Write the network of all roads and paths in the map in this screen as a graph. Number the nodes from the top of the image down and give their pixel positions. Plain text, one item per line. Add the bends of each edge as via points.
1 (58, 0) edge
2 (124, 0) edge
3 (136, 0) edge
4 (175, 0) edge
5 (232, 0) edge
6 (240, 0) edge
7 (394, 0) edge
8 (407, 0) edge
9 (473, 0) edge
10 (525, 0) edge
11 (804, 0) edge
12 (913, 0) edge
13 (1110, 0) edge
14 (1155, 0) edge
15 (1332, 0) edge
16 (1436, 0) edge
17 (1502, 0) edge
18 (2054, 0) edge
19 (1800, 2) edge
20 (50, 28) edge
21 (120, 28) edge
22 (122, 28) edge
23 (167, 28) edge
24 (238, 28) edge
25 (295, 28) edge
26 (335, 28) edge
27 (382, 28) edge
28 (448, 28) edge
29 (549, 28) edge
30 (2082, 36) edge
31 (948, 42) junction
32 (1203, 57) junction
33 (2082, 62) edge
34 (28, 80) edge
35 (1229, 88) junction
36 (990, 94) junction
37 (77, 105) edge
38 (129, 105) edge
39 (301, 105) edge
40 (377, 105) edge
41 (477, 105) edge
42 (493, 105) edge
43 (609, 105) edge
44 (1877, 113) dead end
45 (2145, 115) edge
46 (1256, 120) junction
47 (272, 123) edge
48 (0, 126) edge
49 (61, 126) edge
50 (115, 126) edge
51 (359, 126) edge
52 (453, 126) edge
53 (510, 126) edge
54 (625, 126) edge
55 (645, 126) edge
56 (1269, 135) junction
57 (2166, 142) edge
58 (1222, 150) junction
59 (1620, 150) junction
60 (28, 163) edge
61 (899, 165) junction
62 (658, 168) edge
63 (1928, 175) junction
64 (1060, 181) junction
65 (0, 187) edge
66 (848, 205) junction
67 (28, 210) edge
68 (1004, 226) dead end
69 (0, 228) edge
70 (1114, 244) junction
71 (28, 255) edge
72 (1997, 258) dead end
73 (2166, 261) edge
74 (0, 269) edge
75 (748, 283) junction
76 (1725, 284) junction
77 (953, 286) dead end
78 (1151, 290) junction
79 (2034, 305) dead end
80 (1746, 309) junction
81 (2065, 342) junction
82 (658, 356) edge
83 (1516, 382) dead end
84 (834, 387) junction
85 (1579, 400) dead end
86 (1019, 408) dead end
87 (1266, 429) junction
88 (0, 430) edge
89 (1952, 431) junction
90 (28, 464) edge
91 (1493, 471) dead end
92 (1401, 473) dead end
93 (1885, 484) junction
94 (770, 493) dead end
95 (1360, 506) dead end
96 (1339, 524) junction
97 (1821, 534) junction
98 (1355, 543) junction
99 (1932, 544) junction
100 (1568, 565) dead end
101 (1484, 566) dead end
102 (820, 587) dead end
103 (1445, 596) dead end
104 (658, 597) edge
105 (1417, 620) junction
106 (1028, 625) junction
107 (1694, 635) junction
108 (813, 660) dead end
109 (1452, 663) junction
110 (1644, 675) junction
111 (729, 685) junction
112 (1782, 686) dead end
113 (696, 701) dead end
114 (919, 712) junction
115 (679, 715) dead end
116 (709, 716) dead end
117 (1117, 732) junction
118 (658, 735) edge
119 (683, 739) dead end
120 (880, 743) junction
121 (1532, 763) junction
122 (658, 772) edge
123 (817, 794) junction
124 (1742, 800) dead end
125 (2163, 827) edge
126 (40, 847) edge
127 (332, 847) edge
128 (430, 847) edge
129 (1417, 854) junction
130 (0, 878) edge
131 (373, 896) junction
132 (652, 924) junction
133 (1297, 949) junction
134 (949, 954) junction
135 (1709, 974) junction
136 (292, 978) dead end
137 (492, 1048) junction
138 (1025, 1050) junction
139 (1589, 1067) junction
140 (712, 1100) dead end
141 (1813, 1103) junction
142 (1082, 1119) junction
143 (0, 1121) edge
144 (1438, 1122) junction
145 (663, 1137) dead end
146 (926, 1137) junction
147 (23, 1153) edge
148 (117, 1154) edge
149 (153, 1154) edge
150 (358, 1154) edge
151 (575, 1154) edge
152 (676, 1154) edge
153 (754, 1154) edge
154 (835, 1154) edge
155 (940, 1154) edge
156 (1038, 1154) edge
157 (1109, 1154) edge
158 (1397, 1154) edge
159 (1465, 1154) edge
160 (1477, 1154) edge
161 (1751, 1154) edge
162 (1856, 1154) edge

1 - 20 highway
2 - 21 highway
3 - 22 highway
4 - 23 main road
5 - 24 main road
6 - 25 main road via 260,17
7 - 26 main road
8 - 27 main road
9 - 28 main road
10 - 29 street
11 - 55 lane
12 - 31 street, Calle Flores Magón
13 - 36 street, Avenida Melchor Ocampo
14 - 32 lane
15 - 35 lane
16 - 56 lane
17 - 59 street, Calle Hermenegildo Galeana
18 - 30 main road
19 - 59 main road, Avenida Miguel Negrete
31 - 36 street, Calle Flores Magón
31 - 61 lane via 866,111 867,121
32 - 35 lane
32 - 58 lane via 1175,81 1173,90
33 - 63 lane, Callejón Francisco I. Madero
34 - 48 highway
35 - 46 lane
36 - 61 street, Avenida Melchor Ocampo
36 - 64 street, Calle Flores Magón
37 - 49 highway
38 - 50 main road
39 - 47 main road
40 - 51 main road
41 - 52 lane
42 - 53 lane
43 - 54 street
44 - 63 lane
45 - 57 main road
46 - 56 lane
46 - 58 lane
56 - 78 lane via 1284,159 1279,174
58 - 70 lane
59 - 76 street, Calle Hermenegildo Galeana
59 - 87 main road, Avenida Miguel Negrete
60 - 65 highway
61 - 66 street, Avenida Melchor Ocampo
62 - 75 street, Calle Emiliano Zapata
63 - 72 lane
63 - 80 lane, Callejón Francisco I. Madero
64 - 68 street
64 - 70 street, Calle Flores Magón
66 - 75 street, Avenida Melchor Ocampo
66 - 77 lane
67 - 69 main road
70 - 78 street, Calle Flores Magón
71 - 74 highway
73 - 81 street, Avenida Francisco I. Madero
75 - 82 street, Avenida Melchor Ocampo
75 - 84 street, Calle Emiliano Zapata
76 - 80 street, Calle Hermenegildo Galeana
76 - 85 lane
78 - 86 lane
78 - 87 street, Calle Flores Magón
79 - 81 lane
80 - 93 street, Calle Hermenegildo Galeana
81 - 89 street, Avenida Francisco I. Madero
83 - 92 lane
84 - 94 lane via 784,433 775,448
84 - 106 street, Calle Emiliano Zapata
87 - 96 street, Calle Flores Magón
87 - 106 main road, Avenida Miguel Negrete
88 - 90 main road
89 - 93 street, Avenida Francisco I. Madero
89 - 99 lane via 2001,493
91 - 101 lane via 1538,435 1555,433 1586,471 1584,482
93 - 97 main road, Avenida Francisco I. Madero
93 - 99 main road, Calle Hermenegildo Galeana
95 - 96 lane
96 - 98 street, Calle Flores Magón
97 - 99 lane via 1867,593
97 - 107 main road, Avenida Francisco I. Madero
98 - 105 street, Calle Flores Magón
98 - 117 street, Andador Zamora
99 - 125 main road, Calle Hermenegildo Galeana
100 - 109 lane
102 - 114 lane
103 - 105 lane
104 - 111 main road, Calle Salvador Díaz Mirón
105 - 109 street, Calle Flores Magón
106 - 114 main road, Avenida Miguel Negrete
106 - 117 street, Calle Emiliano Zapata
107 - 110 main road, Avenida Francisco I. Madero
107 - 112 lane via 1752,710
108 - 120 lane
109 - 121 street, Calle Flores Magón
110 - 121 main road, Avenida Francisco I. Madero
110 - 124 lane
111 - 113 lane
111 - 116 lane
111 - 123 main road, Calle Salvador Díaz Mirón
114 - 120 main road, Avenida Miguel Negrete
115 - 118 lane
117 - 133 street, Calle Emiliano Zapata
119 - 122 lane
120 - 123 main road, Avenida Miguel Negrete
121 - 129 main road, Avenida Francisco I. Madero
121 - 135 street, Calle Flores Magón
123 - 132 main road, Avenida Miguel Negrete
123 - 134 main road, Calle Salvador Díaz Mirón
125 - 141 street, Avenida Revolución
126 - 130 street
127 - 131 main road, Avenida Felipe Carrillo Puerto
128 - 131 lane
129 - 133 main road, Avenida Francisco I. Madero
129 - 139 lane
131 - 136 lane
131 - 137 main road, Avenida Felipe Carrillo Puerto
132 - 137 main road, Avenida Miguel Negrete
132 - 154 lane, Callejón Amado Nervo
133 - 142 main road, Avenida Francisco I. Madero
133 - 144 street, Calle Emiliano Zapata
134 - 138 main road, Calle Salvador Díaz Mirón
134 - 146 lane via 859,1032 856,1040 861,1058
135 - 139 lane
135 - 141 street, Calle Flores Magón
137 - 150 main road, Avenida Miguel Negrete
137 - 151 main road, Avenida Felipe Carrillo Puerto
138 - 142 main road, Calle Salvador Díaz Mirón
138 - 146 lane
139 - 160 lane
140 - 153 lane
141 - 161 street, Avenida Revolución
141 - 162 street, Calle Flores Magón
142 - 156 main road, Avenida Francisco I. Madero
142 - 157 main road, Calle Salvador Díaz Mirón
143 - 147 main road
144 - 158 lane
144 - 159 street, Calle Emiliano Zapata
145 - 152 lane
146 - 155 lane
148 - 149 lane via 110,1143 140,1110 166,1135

==*==

§ YOUR INSTRUCTIONS
Single out each line of the records above with the string "Miguel" in it, and copy it.

§ ANSWER BELOW
19 - 59 main road, Avenida Miguel Negrete
59 - 87 main road, Avenida Miguel Negrete
87 - 106 main road, Avenida Miguel Negrete
106 - 114 main road, Avenida Miguel Negrete
114 - 120 main road, Avenida Miguel Negrete
120 - 123 main road, Avenida Miguel Negrete
123 - 132 main road, Avenida Miguel Negrete
132 - 137 main road, Avenida Miguel Negrete
137 - 150 main road, Avenida Miguel Negrete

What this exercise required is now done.